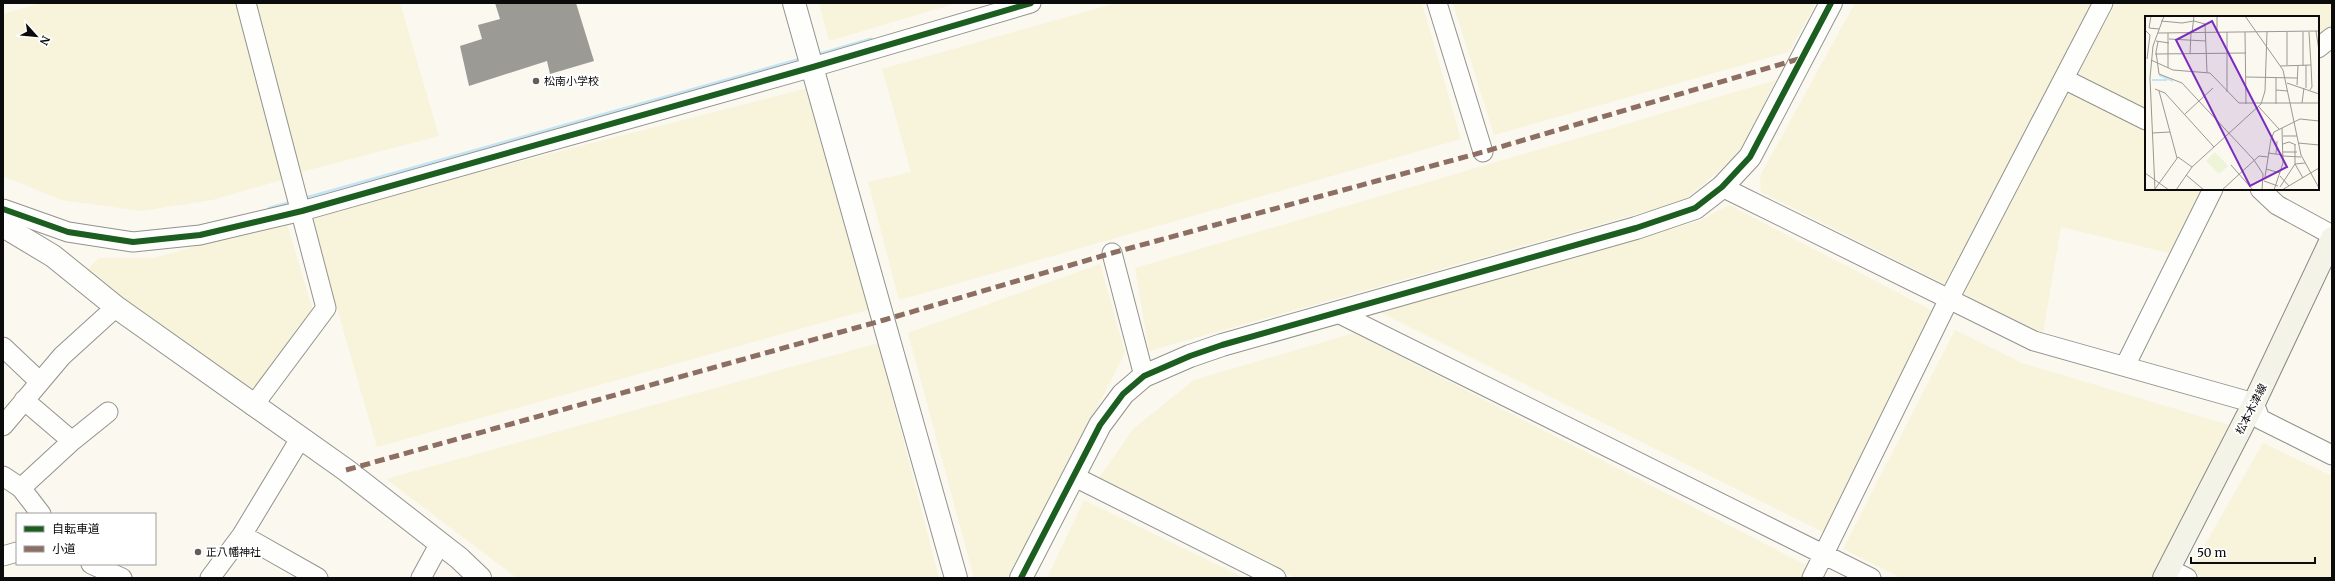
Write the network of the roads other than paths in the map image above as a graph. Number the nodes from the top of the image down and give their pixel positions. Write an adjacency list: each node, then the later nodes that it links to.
1 (246, 3): 16 (street)
2 (794, 3): 9 (street)
3 (1031, 3): 9 (street)
4 (1437, 3): 12 (street)
5 (1831, 3): 13 (street)
6 (2103, 3): 10 (street)
7 (2332, 37): 8 (street)
8 (2319, 47)
9 (813, 67): 16 (street); 52 (street)
10 (2064, 79): 11 (street); 21 (street)
11 (2145, 120)
12 (1483, 152)
13 (1722, 187): 21 (street); 23 (street)
14 (2213, 190): 25 (street)
15 (2261, 190): 19 (street)
16 (299, 201): 17 (street); 30 (street)
17 (3, 209)
18 (3, 226): 22 (street)
19 (2330, 245): 29 (main road, 松本木津線)
20 (1112, 253): 26 (street)
21 (1949, 299): 25 (street); 43 (street)
22 (116, 306): 27 (street); 30 (street)
23 (1336, 312): 26 (street); 43 (street)
24 (3, 347): 27 (street)
25 (2125, 366): 29 (street)
26 (1144, 376): 37 (street)
27 (40, 382): 28 (street)
28 (24, 400): 32 (street); 34 (street)
29 (2254, 403): 35 (street); 46 (main road, 松本木津線)
30 (253, 406): 33 (street)
31 (108, 412): 34 (street)
32 (3, 426)
33 (300, 439): 40 (street); 41 (street)
34 (72, 441): 38 (street)
35 (2332, 455)
36 (3, 476): 38 (street)
37 (1073, 476): 53 (street); 54 (street)
38 (21, 488): 39 (street)
39 (40, 513)
40 (242, 535): 48 (street); 49 (street)
41 (440, 543): 50 (street); 51 (street)
42 (16, 552): 44 (street)
43 (1823, 554): 55 (street); 56 (street)
44 (3, 556)
45 (94, 565): 47 (street)
46 (2173, 575)
47 (122, 578)
48 (210, 578)
49 (318, 578)
50 (421, 578)
51 (480, 578)
52 (956, 578)
53 (1021, 578)
54 (1276, 578)
55 (1812, 578)
56 (1871, 578)

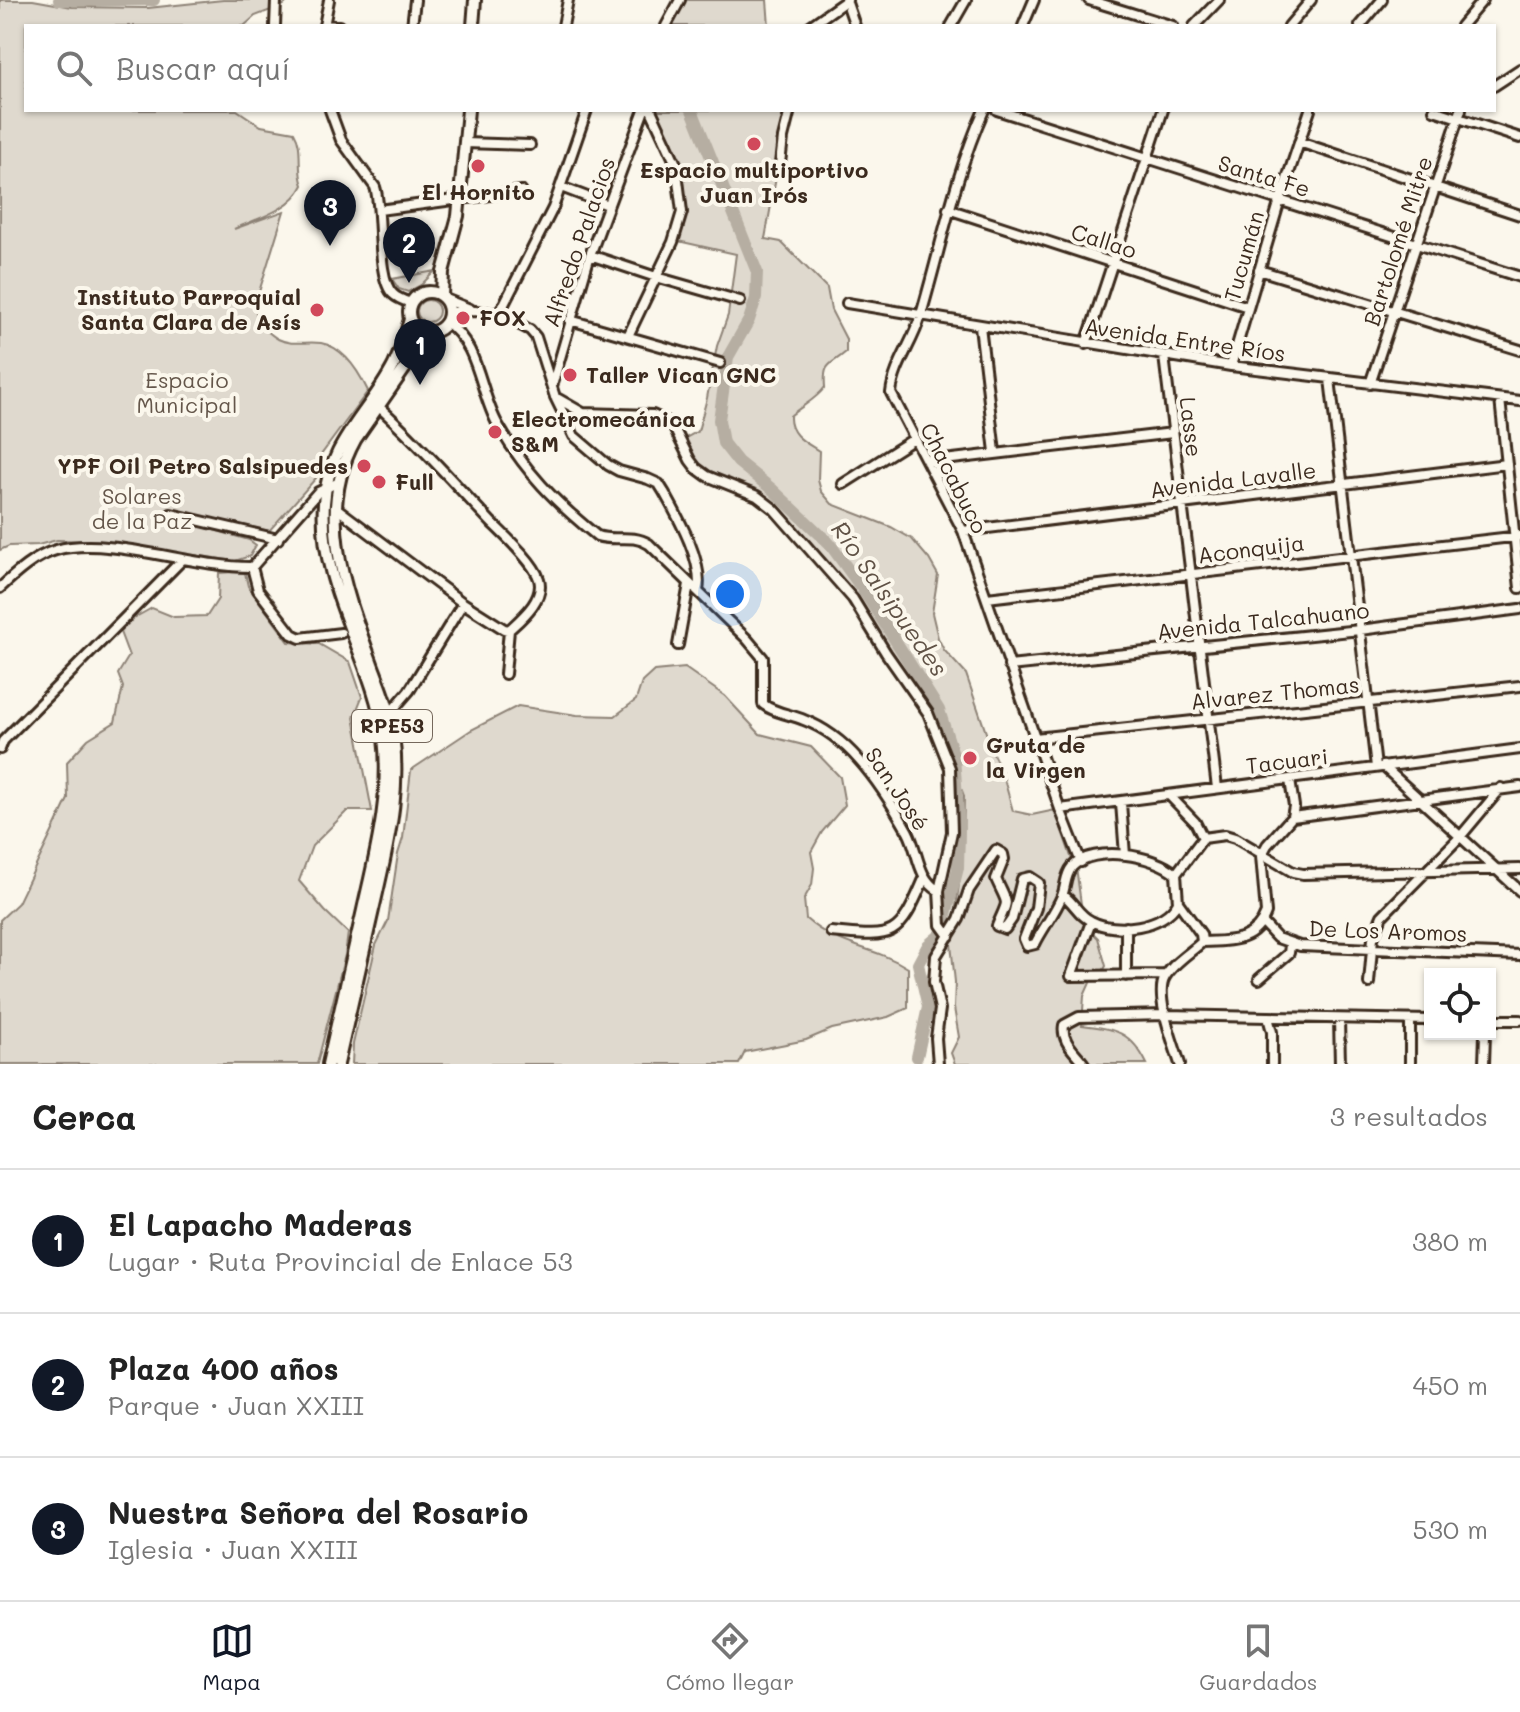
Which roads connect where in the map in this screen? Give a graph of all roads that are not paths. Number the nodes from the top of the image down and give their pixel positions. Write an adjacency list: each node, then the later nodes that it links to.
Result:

:::

Starting with the line that contains "Which roads connect", restate every line through the end of the records above, exactly and with no other lines.

Answer for this exercise ▸
Which roads connect where in the map in this screen? Give a graph of all roads that are not paths. Number the nodes from the top of the image down and give their pixel positions. Write an adjacency list: each node, then the later nodes that it links to.
Result:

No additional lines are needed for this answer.